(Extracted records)
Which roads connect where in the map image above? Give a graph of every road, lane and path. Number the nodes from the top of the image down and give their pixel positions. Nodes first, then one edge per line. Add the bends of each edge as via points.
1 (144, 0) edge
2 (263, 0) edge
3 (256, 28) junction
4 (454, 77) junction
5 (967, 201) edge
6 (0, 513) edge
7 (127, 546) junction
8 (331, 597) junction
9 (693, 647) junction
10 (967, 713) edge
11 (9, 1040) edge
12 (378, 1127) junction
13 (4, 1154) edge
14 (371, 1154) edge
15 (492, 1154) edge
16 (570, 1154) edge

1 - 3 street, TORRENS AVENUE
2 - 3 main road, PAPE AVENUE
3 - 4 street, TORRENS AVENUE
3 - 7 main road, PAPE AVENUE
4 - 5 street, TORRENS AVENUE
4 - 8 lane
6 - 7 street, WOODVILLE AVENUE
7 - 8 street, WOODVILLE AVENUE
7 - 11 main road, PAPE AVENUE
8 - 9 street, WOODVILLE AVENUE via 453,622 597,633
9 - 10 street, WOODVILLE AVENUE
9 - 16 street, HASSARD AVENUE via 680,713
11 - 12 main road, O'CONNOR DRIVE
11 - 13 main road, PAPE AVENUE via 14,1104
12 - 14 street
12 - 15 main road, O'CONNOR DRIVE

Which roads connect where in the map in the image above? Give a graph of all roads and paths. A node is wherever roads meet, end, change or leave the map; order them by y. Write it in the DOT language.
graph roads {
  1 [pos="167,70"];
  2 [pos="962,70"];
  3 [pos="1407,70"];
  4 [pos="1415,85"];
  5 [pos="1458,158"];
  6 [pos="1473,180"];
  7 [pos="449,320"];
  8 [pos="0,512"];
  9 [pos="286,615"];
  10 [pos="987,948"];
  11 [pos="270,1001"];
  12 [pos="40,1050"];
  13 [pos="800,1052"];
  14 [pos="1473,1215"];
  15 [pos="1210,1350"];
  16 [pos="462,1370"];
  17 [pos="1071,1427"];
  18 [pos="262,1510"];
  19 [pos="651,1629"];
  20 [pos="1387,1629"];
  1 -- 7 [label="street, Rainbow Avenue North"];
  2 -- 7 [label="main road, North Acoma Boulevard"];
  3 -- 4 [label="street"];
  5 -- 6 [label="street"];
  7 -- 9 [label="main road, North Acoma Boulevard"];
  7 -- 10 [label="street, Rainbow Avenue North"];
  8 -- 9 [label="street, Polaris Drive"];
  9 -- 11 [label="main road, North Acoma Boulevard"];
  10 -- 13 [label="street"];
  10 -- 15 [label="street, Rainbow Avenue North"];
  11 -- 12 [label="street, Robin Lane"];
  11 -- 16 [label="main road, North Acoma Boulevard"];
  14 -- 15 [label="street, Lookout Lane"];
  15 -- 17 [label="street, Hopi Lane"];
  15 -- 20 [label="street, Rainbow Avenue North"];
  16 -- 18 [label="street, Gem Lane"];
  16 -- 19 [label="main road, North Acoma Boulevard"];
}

_Exercise_. Please retype all of the records, keeping each line exactly as it is.

_Answer to the exercise_.
Which roads connect where in the map image above? Give a graph of every road, lane and path. Number the nodes from the top of the image down and give their pixel positions. Nodes first, then one edge per line. Add the bends of each edge as via points.
1 (144, 0) edge
2 (263, 0) edge
3 (256, 28) junction
4 (454, 77) junction
5 (967, 201) edge
6 (0, 513) edge
7 (127, 546) junction
8 (331, 597) junction
9 (693, 647) junction
10 (967, 713) edge
11 (9, 1040) edge
12 (378, 1127) junction
13 (4, 1154) edge
14 (371, 1154) edge
15 (492, 1154) edge
16 (570, 1154) edge

1 - 3 street, TORRENS AVENUE
2 - 3 main road, PAPE AVENUE
3 - 4 street, TORRENS AVENUE
3 - 7 main road, PAPE AVENUE
4 - 5 street, TORRENS AVENUE
4 - 8 lane
6 - 7 street, WOODVILLE AVENUE
7 - 8 street, WOODVILLE AVENUE
7 - 11 main road, PAPE AVENUE
8 - 9 street, WOODVILLE AVENUE via 453,622 597,633
9 - 10 street, WOODVILLE AVENUE
9 - 16 street, HASSARD AVENUE via 680,713
11 - 12 main road, O'CONNOR DRIVE
11 - 13 main road, PAPE AVENUE via 14,1104
12 - 14 street
12 - 15 main road, O'CONNOR DRIVE

Which roads connect where in the map in the image above? Give a graph of all roads and paths. A node is wherever roads meet, end, change or leave the map; order them by y. Write it in the DOT language.
graph roads {
  1 [pos="167,70"];
  2 [pos="962,70"];
  3 [pos="1407,70"];
  4 [pos="1415,85"];
  5 [pos="1458,158"];
  6 [pos="1473,180"];
  7 [pos="449,320"];
  8 [pos="0,512"];
  9 [pos="286,615"];
  10 [pos="987,948"];
  11 [pos="270,1001"];
  12 [pos="40,1050"];
  13 [pos="800,1052"];
  14 [pos="1473,1215"];
  15 [pos="1210,1350"];
  16 [pos="462,1370"];
  17 [pos="1071,1427"];
  18 [pos="262,1510"];
  19 [pos="651,1629"];
  20 [pos="1387,1629"];
  1 -- 7 [label="street, Rainbow Avenue North"];
  2 -- 7 [label="main road, North Acoma Boulevard"];
  3 -- 4 [label="street"];
  5 -- 6 [label="street"];
  7 -- 9 [label="main road, North Acoma Boulevard"];
  7 -- 10 [label="street, Rainbow Avenue North"];
  8 -- 9 [label="street, Polaris Drive"];
  9 -- 11 [label="main road, North Acoma Boulevard"];
  10 -- 13 [label="street"];
  10 -- 15 [label="street, Rainbow Avenue North"];
  11 -- 12 [label="street, Robin Lane"];
  11 -- 16 [label="main road, North Acoma Boulevard"];
  14 -- 15 [label="street, Lookout Lane"];
  15 -- 17 [label="street, Hopi Lane"];
  15 -- 20 [label="street, Rainbow Avenue North"];
  16 -- 18 [label="street, Gem Lane"];
  16 -- 19 [label="main road, North Acoma Boulevard"];
}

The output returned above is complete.